Não acho que Cristo tenha fundado o cristianismo ou que Buda
tenha fundado o budismo. Isso deve ter sido tarefa levada a efeito por seus
seguidores. Portanto, a experiência profunda e os ensinamentos de Cristo
parecem não ter vinculação necessariamente inspiradora com os rituais externos
que se vêem na semana santa em Oeiras. “Os ensinamentos de Cristo – escreveu Bertrand
Russel em 1930 -, tal como aparecem nos Evangelhos, tem tido
extraordinariamente pouco a ver com a ética dos cristãos. A coisa mais
importante sobre o cristianismo, do ponto de vista social e histórico, não é
Cristo, e sim a Igreja, de modo que se formos julgar o cristianismo como força
social, não devemos recorrer aos Evangelhos em busca de material”.
Se formos recorrer aos Evangelhos, estes colocarão muitas
das práticas ditas cristãs em xeque-mate.
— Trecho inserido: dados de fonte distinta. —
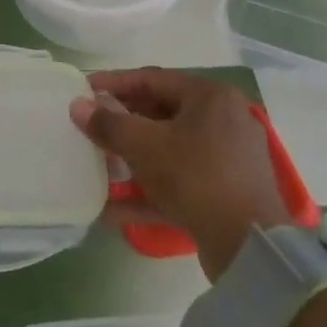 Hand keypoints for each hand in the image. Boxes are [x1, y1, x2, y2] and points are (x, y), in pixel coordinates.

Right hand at [70, 68, 292, 279]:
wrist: (249, 247)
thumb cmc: (195, 177)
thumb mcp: (144, 145)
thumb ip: (108, 123)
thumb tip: (77, 106)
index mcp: (210, 97)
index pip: (152, 79)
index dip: (113, 83)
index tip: (83, 89)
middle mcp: (224, 120)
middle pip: (161, 114)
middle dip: (122, 124)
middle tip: (90, 127)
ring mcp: (228, 159)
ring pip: (169, 151)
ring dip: (132, 160)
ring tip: (98, 166)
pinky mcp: (226, 194)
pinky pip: (181, 182)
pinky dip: (149, 191)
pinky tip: (113, 210) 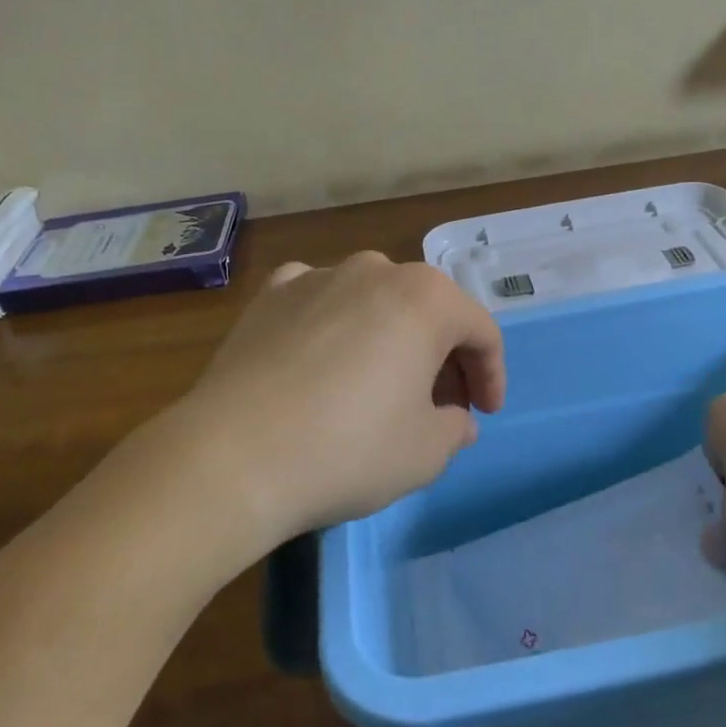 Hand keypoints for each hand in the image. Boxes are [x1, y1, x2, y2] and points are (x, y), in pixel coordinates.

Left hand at [168, 252, 505, 546]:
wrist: (234, 455)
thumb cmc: (349, 449)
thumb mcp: (425, 453)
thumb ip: (454, 428)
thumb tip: (455, 418)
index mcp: (426, 298)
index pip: (480, 331)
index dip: (491, 374)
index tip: (485, 413)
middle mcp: (374, 270)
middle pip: (427, 310)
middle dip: (443, 356)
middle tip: (440, 404)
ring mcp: (317, 276)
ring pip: (373, 301)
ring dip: (390, 337)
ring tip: (381, 383)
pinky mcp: (270, 295)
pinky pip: (318, 299)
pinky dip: (333, 322)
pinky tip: (324, 354) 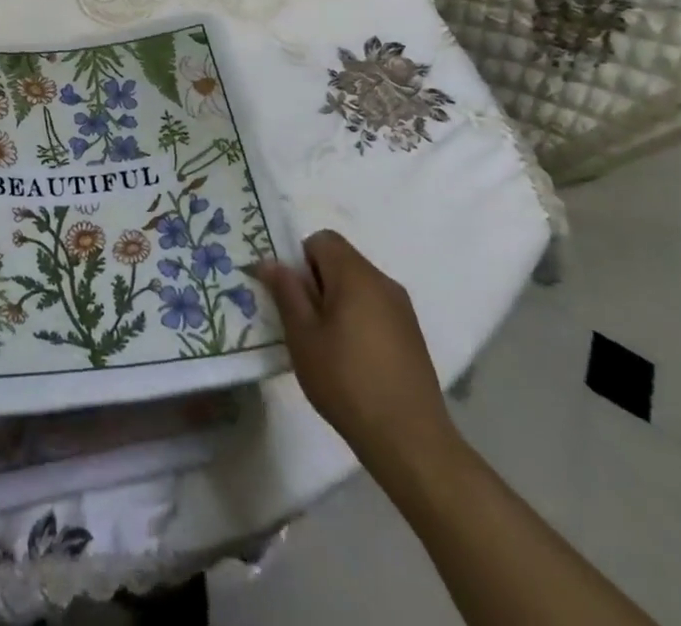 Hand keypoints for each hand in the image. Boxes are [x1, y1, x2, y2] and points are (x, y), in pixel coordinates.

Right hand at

Por exemplo, máximas atribuídas a
Cristo, tais como “Vá, vende tudo e dê aos pobres”; “Não acumules tesouros na
terra, mas no teu coração”; Não julgueis para não serdes julgados”; “Amai-vos
uns aos outros”, não são seguidas com forte desejo pelo grosso de católicos e
protestantes. A afirmação d’Ele segundo a qual a pessoa deve recolher-se para
fazer sua prática espiritual, sem ser vista por outros, aponta para a natureza
interna do desenvolvimento espiritual. É no íntimo do coração humano que está a
fonte da divindade. Esse aspecto não constitui alicerce lógico para a
espiritualidade de exibição pública, fácil de ser alcançada, mas que não tem
nenhum valor, se restrita ao campo puramente externo da visibilidade e do
espetáculo.
Tarefa que exige
espírito investigativo é compreender por que a Igreja faz a apologia da dor de
forma tão dramática na semana santa. Não estou dizendo que o sofrimento não tem
seu lugar na psique humana. O que estou querendo dizer, ou melhor, perguntar, é
por que o catolicismo e procissões e rituais da semana santa de Oeiras celebram
a dor com tanta ênfase? Será um ranço medieval? A fuga de Jesus perseguido (a
mando da autoridade política mancomunada com a autoridade religiosa da época),
seu flagelo na cruz e o canto de Verônica nas ruas históricas de Oeiras
(“Caminheiro, que passai / por este caminho / parai um pouquinho / e olhai, por
favor / se neste mundo existe / uma dor assim tão grande / como a dor de minha
dor”) nos faz identificarmo-nos com o sofrimento. Talvez ocorra aí uma catarse
aristotélica semelhante à das tragédias gregas. Até aí nada de novo, já que a
catarse está presente na fábula ocidental, no cinema, teatro e televisão
contemporâneos, nem sempre com objetivos edificantes. A pergunta que faço é se
a catarse da dor tem efeito paralisante ou impulsionante? Se vai instilar no
espectador o estímulo à submissão ou à ação individual para transformação
espiritual interna e, por que não dizer?, para a atuação social e política
consequente.
Junto com a dor, quase todas as procissões da semana santa
renovam o velho e obscuro conceito de pecado. Se o leitor reparar bem, o pecado
é um protagonista. Está presente nos hinos repetidos a não sei quantas
gerações. Um deles afirma: “Eis-me aos vossos pés, grande pecador / por meus
enormes crimes, perdoai Senhor!”. Parece um mantra distópico, constantemente
lembrado, milhares de vezes entoado. Não me parece espiritualmente acertado nem
psicologicamente estimulante repetir a todo instante: “sou pecador, sou
pecador”. Isso deixa o ser humano vulnerável à fraqueza mental e à submissão de
toda ordem. Não é melhor dizer: sou luz, sou filho da Criação? Tenho a potência
dentro de mim, posso brilhar e ser feliz, para isto nasci?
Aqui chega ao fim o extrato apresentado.